[Dataset excerpts]
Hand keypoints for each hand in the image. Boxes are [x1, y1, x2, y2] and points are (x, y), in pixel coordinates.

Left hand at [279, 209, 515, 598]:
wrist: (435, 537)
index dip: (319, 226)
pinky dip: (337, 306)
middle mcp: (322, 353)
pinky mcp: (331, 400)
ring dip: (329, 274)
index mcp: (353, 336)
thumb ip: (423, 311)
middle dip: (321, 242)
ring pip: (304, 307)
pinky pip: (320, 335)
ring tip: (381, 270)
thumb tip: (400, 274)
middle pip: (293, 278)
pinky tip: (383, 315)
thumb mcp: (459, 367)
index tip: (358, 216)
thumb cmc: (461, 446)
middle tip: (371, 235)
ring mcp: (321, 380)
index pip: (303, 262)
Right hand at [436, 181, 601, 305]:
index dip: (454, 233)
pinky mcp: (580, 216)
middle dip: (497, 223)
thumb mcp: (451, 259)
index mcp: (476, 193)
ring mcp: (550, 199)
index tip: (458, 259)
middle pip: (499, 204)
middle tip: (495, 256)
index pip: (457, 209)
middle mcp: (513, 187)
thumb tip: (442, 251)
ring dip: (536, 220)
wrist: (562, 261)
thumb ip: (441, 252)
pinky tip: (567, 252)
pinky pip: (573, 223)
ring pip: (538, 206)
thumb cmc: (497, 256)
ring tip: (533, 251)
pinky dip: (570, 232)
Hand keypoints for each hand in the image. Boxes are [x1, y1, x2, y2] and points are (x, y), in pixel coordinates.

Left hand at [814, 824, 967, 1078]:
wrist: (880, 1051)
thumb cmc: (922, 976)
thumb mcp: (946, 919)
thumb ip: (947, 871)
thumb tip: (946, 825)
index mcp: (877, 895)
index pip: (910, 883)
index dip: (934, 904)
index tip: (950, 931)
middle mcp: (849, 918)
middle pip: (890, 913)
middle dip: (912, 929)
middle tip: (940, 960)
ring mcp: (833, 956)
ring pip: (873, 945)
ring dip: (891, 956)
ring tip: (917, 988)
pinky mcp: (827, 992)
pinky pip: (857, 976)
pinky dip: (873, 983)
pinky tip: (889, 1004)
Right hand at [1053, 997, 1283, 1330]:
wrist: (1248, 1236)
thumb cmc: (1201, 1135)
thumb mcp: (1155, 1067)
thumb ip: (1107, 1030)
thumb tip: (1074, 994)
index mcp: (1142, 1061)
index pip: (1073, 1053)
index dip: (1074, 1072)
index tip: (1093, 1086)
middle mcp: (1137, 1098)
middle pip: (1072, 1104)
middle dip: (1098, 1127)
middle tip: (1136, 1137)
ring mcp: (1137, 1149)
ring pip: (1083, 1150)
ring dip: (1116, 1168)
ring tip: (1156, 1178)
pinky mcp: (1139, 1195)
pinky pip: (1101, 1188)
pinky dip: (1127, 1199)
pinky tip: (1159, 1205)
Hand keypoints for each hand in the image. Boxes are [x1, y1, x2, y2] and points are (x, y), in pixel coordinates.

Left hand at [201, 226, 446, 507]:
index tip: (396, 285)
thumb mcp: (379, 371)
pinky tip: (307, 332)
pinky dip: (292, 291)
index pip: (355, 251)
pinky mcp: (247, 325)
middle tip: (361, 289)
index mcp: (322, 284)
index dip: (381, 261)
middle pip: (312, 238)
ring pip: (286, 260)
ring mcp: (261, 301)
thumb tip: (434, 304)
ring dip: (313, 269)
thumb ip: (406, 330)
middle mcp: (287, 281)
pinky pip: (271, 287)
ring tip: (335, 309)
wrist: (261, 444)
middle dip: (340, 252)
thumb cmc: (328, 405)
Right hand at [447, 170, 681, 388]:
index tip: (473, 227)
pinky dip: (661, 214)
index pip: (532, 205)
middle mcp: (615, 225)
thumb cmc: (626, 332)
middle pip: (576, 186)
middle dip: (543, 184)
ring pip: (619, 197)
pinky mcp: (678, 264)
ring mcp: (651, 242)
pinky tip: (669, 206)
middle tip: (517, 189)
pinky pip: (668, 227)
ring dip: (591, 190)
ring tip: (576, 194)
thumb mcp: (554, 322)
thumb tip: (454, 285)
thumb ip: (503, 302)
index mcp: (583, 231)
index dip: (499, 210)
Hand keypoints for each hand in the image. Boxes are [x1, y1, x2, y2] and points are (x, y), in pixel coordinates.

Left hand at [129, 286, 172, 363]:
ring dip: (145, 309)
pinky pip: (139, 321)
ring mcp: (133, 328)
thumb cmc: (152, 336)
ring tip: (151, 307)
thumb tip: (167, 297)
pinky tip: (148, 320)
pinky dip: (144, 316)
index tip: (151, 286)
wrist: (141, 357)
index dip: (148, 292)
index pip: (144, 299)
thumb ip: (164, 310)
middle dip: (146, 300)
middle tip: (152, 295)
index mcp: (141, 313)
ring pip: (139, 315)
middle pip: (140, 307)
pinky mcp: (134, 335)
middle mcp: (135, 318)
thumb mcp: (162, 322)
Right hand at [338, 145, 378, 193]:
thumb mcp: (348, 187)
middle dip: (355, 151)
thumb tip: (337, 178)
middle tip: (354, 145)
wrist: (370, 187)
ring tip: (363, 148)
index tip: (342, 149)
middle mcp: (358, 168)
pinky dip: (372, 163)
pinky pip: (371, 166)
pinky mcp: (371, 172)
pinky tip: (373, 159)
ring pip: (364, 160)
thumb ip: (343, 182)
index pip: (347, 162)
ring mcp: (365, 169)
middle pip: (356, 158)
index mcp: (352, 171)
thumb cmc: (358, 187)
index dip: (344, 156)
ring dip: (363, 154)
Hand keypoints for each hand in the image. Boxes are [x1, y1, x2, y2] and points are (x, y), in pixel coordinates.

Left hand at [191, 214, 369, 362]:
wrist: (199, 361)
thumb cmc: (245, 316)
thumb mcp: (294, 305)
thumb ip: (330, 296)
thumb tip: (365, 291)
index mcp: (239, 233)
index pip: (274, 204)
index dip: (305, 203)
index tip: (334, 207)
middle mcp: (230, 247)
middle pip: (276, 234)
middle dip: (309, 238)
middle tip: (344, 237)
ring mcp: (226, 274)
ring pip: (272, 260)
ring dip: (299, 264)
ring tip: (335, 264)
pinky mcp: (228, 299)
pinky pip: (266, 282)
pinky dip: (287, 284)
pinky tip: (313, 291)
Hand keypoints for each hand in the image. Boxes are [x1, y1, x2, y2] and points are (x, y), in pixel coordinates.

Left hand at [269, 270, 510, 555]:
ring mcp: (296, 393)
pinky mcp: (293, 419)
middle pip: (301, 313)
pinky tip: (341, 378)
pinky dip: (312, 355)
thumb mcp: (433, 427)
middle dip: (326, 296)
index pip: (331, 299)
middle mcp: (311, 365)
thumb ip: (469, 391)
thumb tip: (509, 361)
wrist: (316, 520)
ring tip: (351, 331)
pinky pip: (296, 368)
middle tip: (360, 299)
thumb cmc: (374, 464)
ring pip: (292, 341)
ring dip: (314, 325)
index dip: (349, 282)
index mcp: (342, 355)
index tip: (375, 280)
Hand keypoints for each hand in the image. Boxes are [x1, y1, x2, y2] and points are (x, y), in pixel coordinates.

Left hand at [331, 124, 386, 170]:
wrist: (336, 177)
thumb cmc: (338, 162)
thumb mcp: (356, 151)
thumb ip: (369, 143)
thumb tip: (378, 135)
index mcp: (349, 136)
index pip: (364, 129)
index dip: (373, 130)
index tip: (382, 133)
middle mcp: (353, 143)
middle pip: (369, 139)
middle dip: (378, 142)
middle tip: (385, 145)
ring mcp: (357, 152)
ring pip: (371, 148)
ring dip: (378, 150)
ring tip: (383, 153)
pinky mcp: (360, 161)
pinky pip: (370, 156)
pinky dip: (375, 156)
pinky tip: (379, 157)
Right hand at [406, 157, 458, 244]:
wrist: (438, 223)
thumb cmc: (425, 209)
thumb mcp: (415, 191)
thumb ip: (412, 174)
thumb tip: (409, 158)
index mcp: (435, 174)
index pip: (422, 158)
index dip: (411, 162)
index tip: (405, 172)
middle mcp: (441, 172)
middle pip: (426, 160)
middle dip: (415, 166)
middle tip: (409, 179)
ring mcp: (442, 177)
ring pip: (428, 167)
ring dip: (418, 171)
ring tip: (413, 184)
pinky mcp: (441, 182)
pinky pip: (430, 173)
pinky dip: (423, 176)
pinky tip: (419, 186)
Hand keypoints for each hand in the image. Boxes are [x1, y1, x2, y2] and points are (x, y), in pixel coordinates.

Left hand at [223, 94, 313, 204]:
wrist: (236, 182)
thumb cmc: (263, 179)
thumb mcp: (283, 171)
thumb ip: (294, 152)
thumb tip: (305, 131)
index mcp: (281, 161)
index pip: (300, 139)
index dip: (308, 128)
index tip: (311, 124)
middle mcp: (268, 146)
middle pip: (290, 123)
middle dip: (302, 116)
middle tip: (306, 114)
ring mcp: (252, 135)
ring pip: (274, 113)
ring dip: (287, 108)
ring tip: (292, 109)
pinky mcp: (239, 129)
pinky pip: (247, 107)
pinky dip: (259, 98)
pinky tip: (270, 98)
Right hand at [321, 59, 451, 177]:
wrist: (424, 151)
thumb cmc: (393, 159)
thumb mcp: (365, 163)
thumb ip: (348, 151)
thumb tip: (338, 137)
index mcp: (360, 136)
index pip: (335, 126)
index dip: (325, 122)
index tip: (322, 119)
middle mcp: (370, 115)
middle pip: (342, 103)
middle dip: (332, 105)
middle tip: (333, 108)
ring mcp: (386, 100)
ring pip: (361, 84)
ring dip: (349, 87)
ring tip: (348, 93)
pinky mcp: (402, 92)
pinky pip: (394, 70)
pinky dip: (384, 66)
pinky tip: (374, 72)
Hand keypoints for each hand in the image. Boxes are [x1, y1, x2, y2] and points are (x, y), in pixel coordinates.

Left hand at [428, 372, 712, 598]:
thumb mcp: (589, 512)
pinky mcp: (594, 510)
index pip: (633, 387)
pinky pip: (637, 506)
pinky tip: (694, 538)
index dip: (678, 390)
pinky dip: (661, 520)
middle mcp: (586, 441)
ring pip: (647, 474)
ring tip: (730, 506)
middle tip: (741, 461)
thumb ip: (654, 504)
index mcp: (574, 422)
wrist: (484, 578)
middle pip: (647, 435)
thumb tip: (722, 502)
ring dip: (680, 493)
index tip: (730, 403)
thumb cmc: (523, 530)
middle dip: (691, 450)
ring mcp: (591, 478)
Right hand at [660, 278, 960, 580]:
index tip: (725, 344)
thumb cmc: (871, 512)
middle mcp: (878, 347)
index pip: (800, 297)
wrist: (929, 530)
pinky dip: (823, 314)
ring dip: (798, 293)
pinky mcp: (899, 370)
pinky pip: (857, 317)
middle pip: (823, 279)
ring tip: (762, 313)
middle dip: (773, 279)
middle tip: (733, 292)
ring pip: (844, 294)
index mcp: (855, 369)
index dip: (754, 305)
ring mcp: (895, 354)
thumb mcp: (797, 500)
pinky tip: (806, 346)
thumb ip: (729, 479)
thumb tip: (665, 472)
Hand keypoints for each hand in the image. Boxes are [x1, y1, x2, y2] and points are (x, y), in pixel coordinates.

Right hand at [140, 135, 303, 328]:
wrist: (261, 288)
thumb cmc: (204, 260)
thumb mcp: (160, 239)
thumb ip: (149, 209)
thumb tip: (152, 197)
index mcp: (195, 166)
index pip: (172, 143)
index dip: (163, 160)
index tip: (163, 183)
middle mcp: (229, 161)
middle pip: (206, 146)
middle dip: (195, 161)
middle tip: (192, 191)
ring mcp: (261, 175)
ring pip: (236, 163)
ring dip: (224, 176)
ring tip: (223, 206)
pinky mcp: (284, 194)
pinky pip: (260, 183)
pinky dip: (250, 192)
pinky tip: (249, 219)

Description of the task> In the data above, retype exactly and only the lines between the one holding "index pip: (335, 126)" and the one holding "pinky dip: (661, 520)", inclusive.

Your response>
index pip: (335, 126)
index dip: (325, 122)
index tip: (322, 119)
middle mcp: (370, 115)
middle pip: (342, 103)
middle dip: (332, 105)
middle tip: (333, 108)
ring mcp: (386, 100)
ring pip: (361, 84)
ring dip: (349, 87)
ring tip: (348, 93)
pinky mcp: (402, 92)
pinky pip: (394, 70)
pinky dip: (384, 66)
pinky tip: (374, 72)
Hand keypoints for each hand in the image. Boxes are [x1, y1, x2, y2] and points are (x, y), in pixel coordinates.

Left hand at [428, 372, 712, 598]:
thumb mcp: (589, 512)
pinky mcp: (594, 510)
index pip: (633, 387)
pinky pip: (637, 506)
pinky tip: (694, 538)
index dip: (678, 390)
pinky dip: (661, 520)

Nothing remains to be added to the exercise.